Thursday, June 21, 2012

Using the Joyent Cloud API

Here's some notes I took while doing some initial experiments with provisioning machines in the Joyent Cloud. I used their CloudAPI directly, although in the future I also want to try the libcloud Joyent driver. The promise of the Joyent Cloud 'SmartMachines' is that they are really Solaris zones running on a SmartOS host, and that gives you more performance (especially I/O performance) than regular virtual machines such as the ones offered by most cloud vendors. I have yet to fully verify this performance increase, but it's next on my TODO list.

Installing the Joyent CloudAPI tools


I did the following on an Ubuntu 10.04 server:

  • installed node.js -- I downloaded it in tar.gz format from http://nodejs.org/dist/v0.6.19/node-v0.6.19.tar.gz then I ran the usual './configure; make; make install'
  • installed the Joyent smartdc node package by runing 'npm install smartdc -g'
  • created new ssh RSA keypair: id_rsa_joyentapi (private key) and id_rsa_joyentapi.pub (public key)
  • ran the sdc-setup utility, pointing it to the US-EAST-1 region:
# sdc-setup https://us-east-1.api.joyentcloud.com
Username (login): (root) myjoyentusername
Password:
The following keys exist in SmartDataCenter:
   [1] grig
Would you like to use an existing key? (yes) no
SSH public key: (/root/.ssh/id_rsa.pub) /root/.ssh/id_rsa_joyentapi.pub

If you set these environment variables, your life will be easier:
export SDC_CLI_URL=https://us-east-1.api.joyentcloud.com
export SDC_CLI_ACCOUNT=myjoyentusername
export SDC_CLI_KEY_ID=id_rsa_joyentapi
export SDC_CLI_IDENTITY=/root/.ssh/id_rsa_joyentapi


  • added recommended environment variables (above) to .bash_profile, sourced the file
Using the Joyent CloudAPI tools

At this point I was able to use the various 'sdc' commands included in the Joyent CloudAPI toolset.
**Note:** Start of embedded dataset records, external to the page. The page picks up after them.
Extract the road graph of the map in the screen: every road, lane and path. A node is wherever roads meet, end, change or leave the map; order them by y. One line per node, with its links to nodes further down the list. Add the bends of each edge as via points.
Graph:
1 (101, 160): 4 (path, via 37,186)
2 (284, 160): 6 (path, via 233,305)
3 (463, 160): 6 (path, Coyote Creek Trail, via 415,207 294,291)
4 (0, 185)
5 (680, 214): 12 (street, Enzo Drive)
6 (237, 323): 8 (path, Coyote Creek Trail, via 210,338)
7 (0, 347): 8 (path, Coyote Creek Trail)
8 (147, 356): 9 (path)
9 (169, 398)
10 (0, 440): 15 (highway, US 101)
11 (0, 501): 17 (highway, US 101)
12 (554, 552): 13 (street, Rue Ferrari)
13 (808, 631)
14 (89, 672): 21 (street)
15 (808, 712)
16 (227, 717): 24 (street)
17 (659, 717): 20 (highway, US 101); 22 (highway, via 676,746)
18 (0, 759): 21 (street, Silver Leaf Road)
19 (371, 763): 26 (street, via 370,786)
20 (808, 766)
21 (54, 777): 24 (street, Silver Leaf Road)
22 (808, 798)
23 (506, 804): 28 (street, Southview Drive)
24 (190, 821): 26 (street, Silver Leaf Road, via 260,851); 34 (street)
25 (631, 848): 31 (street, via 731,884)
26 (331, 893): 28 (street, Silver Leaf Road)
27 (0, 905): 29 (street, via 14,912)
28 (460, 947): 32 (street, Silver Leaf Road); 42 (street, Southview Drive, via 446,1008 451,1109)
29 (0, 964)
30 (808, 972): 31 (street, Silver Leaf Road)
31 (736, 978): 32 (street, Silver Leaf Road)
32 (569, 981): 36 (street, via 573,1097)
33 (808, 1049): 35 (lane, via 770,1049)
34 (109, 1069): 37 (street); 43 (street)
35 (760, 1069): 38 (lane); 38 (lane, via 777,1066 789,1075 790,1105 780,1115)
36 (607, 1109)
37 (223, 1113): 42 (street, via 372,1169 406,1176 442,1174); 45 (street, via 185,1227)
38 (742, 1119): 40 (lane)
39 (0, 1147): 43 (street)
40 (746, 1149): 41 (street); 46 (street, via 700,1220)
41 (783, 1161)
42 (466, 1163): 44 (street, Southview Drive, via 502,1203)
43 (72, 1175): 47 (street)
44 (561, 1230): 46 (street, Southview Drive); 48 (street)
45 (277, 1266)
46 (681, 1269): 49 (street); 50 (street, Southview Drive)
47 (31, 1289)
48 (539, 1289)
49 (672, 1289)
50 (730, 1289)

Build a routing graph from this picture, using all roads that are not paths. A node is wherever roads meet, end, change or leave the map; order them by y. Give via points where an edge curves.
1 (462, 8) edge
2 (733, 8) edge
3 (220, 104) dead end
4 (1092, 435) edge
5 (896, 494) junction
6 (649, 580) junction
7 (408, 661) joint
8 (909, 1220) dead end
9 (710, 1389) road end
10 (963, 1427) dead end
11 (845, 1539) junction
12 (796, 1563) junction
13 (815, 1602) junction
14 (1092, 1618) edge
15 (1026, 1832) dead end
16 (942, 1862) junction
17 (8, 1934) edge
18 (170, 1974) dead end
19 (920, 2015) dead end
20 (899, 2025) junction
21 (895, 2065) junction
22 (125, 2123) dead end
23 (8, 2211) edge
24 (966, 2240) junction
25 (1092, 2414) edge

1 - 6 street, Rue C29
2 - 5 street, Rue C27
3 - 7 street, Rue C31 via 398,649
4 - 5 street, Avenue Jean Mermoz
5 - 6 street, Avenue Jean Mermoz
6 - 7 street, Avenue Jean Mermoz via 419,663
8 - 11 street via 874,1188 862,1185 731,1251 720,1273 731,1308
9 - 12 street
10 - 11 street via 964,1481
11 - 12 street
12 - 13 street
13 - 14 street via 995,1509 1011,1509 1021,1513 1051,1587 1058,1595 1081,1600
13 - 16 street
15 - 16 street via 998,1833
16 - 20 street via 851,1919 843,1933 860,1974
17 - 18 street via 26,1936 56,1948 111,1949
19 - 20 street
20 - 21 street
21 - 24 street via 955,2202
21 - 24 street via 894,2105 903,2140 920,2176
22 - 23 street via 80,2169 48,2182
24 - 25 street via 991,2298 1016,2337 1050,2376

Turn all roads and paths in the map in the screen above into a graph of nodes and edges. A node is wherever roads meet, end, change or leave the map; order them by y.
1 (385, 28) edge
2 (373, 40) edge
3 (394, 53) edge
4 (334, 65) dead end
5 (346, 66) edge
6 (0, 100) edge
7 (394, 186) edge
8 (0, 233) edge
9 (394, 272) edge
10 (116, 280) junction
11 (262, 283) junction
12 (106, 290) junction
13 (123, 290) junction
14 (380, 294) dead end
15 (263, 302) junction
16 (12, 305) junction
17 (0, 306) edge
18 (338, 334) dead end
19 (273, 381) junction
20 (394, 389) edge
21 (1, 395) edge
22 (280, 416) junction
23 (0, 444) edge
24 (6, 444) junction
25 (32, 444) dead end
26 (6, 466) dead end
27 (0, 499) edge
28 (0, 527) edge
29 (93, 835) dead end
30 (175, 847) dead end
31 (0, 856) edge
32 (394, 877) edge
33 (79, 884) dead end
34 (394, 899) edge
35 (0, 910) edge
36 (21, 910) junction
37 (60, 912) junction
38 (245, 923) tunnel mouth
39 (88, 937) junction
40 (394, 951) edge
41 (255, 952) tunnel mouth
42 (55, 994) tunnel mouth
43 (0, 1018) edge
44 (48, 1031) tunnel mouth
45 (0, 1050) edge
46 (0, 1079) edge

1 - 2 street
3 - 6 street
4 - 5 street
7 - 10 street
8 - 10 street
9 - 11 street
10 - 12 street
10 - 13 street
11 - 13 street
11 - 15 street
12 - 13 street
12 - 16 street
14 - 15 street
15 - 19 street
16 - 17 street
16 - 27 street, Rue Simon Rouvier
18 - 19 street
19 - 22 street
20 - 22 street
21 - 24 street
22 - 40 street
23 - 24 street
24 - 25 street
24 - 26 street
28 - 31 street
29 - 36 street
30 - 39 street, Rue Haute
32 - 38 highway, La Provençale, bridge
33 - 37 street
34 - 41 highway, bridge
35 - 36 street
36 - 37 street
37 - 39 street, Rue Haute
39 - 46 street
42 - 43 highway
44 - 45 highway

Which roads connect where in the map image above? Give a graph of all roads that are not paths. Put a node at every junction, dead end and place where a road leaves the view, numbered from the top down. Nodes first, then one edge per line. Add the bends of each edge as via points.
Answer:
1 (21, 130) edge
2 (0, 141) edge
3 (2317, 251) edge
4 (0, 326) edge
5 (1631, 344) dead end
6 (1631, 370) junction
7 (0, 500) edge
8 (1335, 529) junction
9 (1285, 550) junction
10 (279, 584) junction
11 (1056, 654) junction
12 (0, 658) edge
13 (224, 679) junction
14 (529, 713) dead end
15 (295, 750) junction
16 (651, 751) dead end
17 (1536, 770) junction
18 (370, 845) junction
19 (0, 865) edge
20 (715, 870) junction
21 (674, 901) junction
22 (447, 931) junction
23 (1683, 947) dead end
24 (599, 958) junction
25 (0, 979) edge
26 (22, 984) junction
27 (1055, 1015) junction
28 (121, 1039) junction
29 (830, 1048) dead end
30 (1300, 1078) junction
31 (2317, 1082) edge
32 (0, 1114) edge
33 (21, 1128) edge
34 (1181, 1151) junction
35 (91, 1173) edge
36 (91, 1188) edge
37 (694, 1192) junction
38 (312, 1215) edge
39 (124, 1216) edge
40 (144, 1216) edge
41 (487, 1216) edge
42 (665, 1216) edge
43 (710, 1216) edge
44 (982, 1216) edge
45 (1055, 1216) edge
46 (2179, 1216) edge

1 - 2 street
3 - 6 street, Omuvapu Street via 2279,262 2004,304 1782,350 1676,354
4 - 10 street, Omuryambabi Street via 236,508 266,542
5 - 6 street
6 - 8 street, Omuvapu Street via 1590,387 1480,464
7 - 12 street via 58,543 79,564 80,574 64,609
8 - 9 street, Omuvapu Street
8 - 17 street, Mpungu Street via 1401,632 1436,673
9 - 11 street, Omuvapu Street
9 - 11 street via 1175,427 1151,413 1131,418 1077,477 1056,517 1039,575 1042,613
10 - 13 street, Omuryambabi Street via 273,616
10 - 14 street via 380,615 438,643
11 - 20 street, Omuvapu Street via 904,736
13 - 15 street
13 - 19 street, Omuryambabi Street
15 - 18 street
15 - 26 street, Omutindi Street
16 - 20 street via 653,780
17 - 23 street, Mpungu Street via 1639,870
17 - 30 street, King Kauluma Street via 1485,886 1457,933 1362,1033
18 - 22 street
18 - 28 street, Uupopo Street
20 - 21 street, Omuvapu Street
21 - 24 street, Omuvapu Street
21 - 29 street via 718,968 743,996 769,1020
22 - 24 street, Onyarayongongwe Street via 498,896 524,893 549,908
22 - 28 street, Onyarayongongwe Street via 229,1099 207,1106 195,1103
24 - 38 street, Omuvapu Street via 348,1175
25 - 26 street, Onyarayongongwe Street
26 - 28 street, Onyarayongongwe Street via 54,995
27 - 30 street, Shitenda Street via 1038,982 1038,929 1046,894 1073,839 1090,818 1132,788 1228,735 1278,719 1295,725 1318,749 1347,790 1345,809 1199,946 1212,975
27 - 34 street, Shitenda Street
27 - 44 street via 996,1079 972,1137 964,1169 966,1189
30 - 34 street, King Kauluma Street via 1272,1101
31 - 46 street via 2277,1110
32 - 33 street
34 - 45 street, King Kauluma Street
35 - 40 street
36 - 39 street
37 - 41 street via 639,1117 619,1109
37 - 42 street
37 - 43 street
For example, to list the available Joyent datacenters, I used sdc-listdatacenters:

# sdc-listdatacenters
{
 "us-east-1": "https://us-east-1.api.joyentcloud.com",
 "us-west-1": "https://us-west-1.api.joyentcloud.com",
 "us-sw-1": "https://us-sw-1.api.joyentcloud.com"
}


To list the available operating system images available for provisioning, I used sdc-listdatasets (the following is just an excerpt of its output):

# sdc-listdatasets
[
 {
"id": "988c2f4e-4314-11e1-8dc3-2bc6d58f4be2",
"urn": "sdc:sdc:centos-5.7:1.2.1",
"name": "centos-5.7",
"os": "linux",
"type": "virtualmachine",
"description": "Centos 5.7 VM 1.2.1",
"default": false,
"requirements": {},
"version": "1.2.1",
"created": "2012-02-14T05:53:49+00:00"
 },
 {
"id": "e4cd7b9e-4330-11e1-81cf-3bb50a972bda",
"urn": "sdc:sdc:centos-6:1.0.1",
"name": "centos-6",
"os": "linux",
"type": "virtualmachine",
"description": "Centos 6 VM 1.0.1",
"default": false,
"requirements": {},
"version": "1.0.1",
"created": "2012-02-15T20:04:18+00:00"
 },
  {
"id": "a9380908-ea0e-11e0-aeee-4ba794c83c33",
"urn": "sdc:sdc:percona:1.0.7",
"name": "percona",
"os": "smartos",
"type": "smartmachine",
"description": "Percona SmartMachine",
"default": false,
"requirements": {},
"version": "1.0.7",
"created": "2012-02-13T19:24:17+00:00"
 },
etc

To list the available machine sizes available for provisioning, I used sdc-listpackages (again, this is just an excerpt of its output):

# sdc-listpackages
[
 {
"name": "Large 16GB",
"memory": 16384,
"disk": 491520,
"vcpus": 3,
"swap": 32768,Cloud Analytics API
"default": false
 },
 {
"name": "XL 32GB",
"memory": 32768,
"disk": 778240,
"vcpus": 4,
"swap": 65536,
"default": false
 },
 {
"name": "XXL 48GB",
"memory": 49152,
"disk": 1048576,
"vcpus": 8,
"swap": 98304,
"default": false
 },
 {
"name": "Small 1GB",
"memory": 1024,
"disk": 30720,
"vcpus": 1,
"swap": 2048,
"default": true
 },
etc

Provisioning and terminating machines

To provision a machine, you use sdc-createmachine and pass it the 'urn' field of the dataset (OS) you 
want, and the package name for the size you want. Example:

# sdc-createmachine --dataset sdc:sdc:percona:1.3.9 --package "Large 16GB"
{
 "id": "7ccc739e-c323-497a-88df-898dc358ea40",
 "name": "a0e7314",
 "type": "smartmachine",
 "state": "provisioning",
 "dataset": "sdc:sdc:percona:1.3.9",
 "ips": [
"A.B.C.D",
"X.Y.Z.W"
 ],
 "memory": 16384,
 "disk": 491520,
 "metadata": {
"credentials": {
  "root": "",
  "admin": "",
  "mysql": ""
}
 },
 "created": "2012-06-07T17:55:29+00:00",
 "updated": "2012-06-07T17:55:30+00:00"
}

The above command provisions a Joyent SmartMachine running the Percona distribution of MySQL in the 'large' size, with 16 GB RAM. Note that the output of the command contains the external IP of the provisioned machine (A.B.C.D) and also its internal IP (X.Y.Z.W). The output also contains the passwords for the root, admin and mysql accounts, in the metadata field.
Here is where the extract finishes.